Not every player, for some reason or the other, will analyze the game well – Michael Owen being a case in point. I don’t know if it has to do with education or influence of managers/coaches or some other factor, but some players just understand the game better than others. Perhaps being a defender gives you more perspective because you see the game being played in front of you, perhaps being a better team players helps you understand the demands of different positions and roles, perhaps an effort at understanding your manager’s philosophy rather than focusing on just what you do gives a more holistic view of the game, perhaps being more technically able helps you judge players better. It could be anything really, I’m just guessing.
However, what pundits say does seem to matter now and then because some players idolize them. Wilshere felt the need to address Scholes’ comments once upon a time, but he did it constructively. Hopefully Giroud doesn’t idolize Henry! Even if players did take to heart what pundits say, they should also try to address the points above before kicking back.
Will pundits impact what our managers do? You never know. If it’s something drastic, they probably won’t but if it’s something that makes sense to them, and they have not already thought of it themselves, then they may address it. After all, these are former players and managers. Nevertheless, managers have their philosophies of how the game should be played and want to prove a point to the world, so it’s quite unlikely that pundits can sway them.
Wrapping It Up
I felt the need to write this because I feel we waste too much energy on the media for no good reason, hence the need to deal with it better.
Pundits certainly give us food for thought and we’ll only deal with it better by taking a step back and try to place everything in context before reacting. I envy people who get to listen to the Sky panel, because I learn something new anytime I come across a clip that does the rounds on social media. I appreciate Star Sports – one of Asia’s leading sports networks – for bringing in former players and managers but so far only Owen Hargreaves really adds value to discussions and analysis, and he’s only been on air 2-3 times this season!
Lastly, some of you may have wondered where do blogs and podcasts fit into this picture? Why should any of us read or listen to them? None of us are journalists!
Well, blogs and podcasts are mostly done by fans. I, actually, have started reading more blogs and listening to more pods recently because of that very reason – fans. Fans, like you and I. Not just specific to football by the way; the rise of blogs and pods in all subject areas is because it’s made by us, for us. Our voices get heard.
They make easier reading and listening because there aren’t any expectation levels and you get a great variety of content. Fans discuss a VARIETY of things related to football. Some fans play the game at some level or are involved in coaching and the knowledge comes out in their thoughts, makes for good discussions and learning. Even the ones who don’t play, some make an effort to understand and learn more about the game. Older fans can give so much insight on club culture, history, playing systems because they’ve been watching for decades. Nor are bloggers/pod-runners restricted by any policies.
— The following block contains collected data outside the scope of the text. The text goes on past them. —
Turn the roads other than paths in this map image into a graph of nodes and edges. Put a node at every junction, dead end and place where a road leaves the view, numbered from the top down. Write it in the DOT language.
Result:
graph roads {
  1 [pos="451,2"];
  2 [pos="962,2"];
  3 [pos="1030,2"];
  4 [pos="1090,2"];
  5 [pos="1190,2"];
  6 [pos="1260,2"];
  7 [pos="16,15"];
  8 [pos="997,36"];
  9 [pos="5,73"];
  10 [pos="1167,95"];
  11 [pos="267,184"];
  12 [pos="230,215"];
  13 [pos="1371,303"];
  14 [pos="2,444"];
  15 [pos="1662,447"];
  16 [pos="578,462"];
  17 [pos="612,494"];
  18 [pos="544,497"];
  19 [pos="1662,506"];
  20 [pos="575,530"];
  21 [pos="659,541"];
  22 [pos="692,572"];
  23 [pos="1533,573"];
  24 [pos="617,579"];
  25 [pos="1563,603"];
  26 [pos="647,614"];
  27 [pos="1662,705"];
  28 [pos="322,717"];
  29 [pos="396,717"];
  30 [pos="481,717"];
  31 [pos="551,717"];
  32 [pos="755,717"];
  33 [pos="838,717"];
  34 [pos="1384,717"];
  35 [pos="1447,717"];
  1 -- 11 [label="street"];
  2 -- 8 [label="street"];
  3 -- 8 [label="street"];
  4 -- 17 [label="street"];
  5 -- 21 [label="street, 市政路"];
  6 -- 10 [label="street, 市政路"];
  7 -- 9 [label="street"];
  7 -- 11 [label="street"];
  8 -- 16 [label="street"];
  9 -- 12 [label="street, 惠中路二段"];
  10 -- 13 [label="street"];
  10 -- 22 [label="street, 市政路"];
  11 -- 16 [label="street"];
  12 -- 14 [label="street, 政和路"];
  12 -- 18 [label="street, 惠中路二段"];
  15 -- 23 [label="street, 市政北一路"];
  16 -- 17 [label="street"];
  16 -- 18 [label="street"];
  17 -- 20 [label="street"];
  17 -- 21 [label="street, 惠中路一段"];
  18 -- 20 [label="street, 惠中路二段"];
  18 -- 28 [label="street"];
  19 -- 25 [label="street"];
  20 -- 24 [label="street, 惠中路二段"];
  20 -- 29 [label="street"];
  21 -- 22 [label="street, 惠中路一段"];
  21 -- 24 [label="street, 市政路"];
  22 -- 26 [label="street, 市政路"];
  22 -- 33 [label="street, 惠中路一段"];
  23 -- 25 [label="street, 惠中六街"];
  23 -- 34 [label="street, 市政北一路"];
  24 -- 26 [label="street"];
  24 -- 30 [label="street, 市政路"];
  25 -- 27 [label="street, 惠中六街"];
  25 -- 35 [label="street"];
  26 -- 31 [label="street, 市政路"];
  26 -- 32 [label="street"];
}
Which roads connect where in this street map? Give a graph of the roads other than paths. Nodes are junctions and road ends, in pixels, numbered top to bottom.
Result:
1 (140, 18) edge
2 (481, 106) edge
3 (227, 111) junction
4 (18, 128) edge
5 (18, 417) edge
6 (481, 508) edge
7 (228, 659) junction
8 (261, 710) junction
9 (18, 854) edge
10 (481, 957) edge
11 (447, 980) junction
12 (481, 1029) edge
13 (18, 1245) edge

The biggest plus is the fact that these forums are A LOT more interactive.
Moreover, because the content is created by one of us, we’re less inclined to get angry at anything. Furthermore, NO bloggers or pod-runners claim to be experts, hence we don’t treat them as so and our emotions are always in check.
Although journalists don’t claim the same, we treat them as such. Hence I specifically spoke about media and pundits and why we need not react the way we do!
I’m rambling now and this was supposed to be a wrap-up! Would love to hear your views on any of this and please let me know if I have blown the fans-reacting-to-media thing out of proportion!
Thanks for staying with me @omardelkhan7
Started supporting the club under dubious circumstances in ’97 but have never looked back since. I’ve only seen the Wenger era but continuously try to learn more about the history of the club. The Gunners’ results have affected my mood for every weekend for years now, I won’t go into details, but let’s just say I didn’t want to sleep the night we beat Barca! I reminisce about Henry every few weeks while Cesc’s wonderful passes play through my head every now and then! Hleb’s dribbles to Overmars’ speed always bring a smile, and I hope our current crop will stay a while.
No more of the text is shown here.